An Angle is something that we use throughout Geometry, we talk about it all the way to the very end when we're talking about Trigonometry. Well an angle is formed by two rays that share common end point. It's measured in degrees and is between 0 and 180 degrees, if it's over 180 then you're going to subtract that number. So let's say you had 220 degrees you're going to subtract 180 from that so it's actually a 40 degree angle.
If we look at an example where we have angle a, b, c, there's two ways that you could label this. You can write this as angle abc or since there are no other adjacent angles that is an adjacent angle would be something like this where it would share that vertex that common end point. Since there are no other adjacent angles you could also just label this based on the vertex which is b.

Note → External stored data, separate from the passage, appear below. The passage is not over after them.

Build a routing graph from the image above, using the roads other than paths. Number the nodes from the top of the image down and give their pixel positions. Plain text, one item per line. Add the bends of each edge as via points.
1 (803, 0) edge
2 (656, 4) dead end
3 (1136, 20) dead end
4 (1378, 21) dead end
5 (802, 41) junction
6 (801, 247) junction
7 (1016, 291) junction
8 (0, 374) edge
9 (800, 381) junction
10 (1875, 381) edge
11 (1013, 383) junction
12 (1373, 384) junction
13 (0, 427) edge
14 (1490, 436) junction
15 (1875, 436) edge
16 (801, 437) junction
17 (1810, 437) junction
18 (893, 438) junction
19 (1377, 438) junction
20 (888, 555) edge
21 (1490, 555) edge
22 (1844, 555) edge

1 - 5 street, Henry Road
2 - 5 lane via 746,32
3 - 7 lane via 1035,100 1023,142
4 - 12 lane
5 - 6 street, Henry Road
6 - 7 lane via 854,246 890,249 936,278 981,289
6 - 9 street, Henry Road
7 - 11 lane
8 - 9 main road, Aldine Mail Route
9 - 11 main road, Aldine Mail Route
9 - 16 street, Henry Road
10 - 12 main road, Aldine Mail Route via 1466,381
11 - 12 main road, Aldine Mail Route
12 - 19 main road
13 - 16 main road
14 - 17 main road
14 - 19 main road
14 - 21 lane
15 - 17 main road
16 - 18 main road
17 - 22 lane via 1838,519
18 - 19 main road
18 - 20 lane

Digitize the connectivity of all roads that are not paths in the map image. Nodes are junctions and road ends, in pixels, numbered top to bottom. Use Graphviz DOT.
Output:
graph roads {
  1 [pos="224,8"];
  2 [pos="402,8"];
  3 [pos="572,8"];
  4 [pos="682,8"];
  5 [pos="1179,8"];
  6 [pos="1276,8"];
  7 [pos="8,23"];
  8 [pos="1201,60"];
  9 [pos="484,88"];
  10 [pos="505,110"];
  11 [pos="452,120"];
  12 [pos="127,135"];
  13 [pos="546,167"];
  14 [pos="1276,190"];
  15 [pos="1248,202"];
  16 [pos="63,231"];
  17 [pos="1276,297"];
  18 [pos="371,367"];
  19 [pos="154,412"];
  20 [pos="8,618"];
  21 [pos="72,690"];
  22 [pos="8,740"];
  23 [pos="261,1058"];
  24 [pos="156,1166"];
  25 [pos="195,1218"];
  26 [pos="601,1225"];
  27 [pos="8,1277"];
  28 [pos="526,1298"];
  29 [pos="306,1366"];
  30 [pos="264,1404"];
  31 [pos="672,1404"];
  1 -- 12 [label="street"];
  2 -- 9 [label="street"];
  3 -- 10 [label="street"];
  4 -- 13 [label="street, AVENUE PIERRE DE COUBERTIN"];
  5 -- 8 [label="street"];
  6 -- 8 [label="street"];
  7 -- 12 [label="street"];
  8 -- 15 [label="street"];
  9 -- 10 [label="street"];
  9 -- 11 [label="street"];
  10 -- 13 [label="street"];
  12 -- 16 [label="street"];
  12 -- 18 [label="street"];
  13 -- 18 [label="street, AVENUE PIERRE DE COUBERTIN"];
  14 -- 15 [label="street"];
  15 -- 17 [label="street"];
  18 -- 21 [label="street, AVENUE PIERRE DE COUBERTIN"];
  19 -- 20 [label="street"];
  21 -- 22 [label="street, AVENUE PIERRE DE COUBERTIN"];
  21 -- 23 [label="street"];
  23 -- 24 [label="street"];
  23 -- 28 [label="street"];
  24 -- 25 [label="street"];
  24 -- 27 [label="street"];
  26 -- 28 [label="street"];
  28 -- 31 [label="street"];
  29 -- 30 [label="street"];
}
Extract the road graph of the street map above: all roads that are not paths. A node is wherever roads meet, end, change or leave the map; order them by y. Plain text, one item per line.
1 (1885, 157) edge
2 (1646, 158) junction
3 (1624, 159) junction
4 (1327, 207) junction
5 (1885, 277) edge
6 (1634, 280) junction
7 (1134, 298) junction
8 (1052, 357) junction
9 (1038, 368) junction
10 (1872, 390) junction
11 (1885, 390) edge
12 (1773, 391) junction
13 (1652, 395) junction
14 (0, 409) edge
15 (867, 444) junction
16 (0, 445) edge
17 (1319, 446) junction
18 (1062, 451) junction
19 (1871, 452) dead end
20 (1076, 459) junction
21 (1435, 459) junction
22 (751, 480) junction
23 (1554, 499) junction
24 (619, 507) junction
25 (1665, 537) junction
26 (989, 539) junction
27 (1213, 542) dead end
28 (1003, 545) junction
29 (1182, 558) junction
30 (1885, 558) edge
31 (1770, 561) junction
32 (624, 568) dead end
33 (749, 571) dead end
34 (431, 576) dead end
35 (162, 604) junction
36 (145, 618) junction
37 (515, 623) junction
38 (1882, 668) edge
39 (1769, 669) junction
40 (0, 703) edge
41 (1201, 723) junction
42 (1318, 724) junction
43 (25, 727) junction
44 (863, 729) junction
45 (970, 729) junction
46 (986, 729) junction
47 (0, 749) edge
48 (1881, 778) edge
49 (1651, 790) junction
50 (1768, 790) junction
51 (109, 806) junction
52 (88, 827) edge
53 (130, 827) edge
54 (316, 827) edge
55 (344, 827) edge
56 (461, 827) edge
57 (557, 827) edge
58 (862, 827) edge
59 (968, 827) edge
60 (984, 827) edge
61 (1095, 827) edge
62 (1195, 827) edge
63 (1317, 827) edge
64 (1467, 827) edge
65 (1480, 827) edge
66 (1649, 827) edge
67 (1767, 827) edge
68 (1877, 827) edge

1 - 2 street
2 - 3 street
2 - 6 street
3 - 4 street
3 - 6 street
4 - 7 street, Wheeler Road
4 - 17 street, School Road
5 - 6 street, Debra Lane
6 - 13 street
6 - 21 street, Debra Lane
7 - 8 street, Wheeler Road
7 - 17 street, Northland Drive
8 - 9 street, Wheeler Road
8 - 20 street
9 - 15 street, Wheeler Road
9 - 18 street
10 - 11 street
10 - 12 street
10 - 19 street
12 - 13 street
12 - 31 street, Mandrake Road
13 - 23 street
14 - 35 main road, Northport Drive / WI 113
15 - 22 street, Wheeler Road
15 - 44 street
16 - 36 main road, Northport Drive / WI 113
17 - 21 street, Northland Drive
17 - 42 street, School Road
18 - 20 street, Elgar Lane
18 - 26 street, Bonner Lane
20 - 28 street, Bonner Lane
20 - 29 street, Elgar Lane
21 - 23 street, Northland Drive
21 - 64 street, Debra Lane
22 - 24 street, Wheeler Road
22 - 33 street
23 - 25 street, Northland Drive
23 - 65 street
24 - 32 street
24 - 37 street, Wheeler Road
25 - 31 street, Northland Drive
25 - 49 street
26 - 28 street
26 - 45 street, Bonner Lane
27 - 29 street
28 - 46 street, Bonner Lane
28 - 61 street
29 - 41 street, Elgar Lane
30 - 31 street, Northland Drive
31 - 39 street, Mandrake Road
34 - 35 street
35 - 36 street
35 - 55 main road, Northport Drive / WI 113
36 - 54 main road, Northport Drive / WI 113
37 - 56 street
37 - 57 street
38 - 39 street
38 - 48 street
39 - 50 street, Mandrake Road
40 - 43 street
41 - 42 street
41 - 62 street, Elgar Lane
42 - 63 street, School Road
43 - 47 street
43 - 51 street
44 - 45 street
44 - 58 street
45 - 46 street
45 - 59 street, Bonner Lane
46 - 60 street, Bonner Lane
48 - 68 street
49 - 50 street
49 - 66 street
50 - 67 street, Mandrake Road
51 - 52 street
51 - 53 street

Now there's something very specific about the way that I wrote angle abc, whenever you write the angle its vertex must be the middle letter. But what is the vertex? The vertex is this point that is the common end point of your rays. So I'm going to label this as the vertex, so the rays form what are called the sides. So bc, ray bc is one side of this angle and ray ba is another side. So again you can label an angle two different ways, one using three letters that make up the two sides and the vertex making sure that your vertex is the middle letter or if there aren't any other adjacent angles you can just label it based on its vertex.
There are four key types of angles first one is a acute, so if I drew this angle and I said that's angle x if it is acute that means that is less than 90 degrees but also greater than 0 degrees. So it has to be somewhere in between them, it cannot be exactly 90 degrees it cannot be exactly 0 degrees.
A right angle if this is x is equal to exactly 90 degrees a right angle. So we're going going to label all of our right angles in Geometry using these two segments which will tell you the student that this is a 90 degree angle.
The third type is an obtuse angle. So here if we measured x, x is going to be less than 180 degrees but more than 90 degrees. Because if this angle was able to be exactly 90 degrees it would be a right angle if it was less than 90 it would be acute.
The last one which is key to a lot of proofs is a straight angle. If you have a straight angle it is the equal to exactly 180 degrees. Which means if we had the rotation about point x that was form the full rotation around any given point is 360 degrees. So 2x=360 degrees.
So keep this in mind and remember obtuse is going to be in between 180 and 90, right is going to be exactly 90, acute is going to be between 90 and 0. And that there are two different ways of labeling your angles. And the way that will always work is using three letters.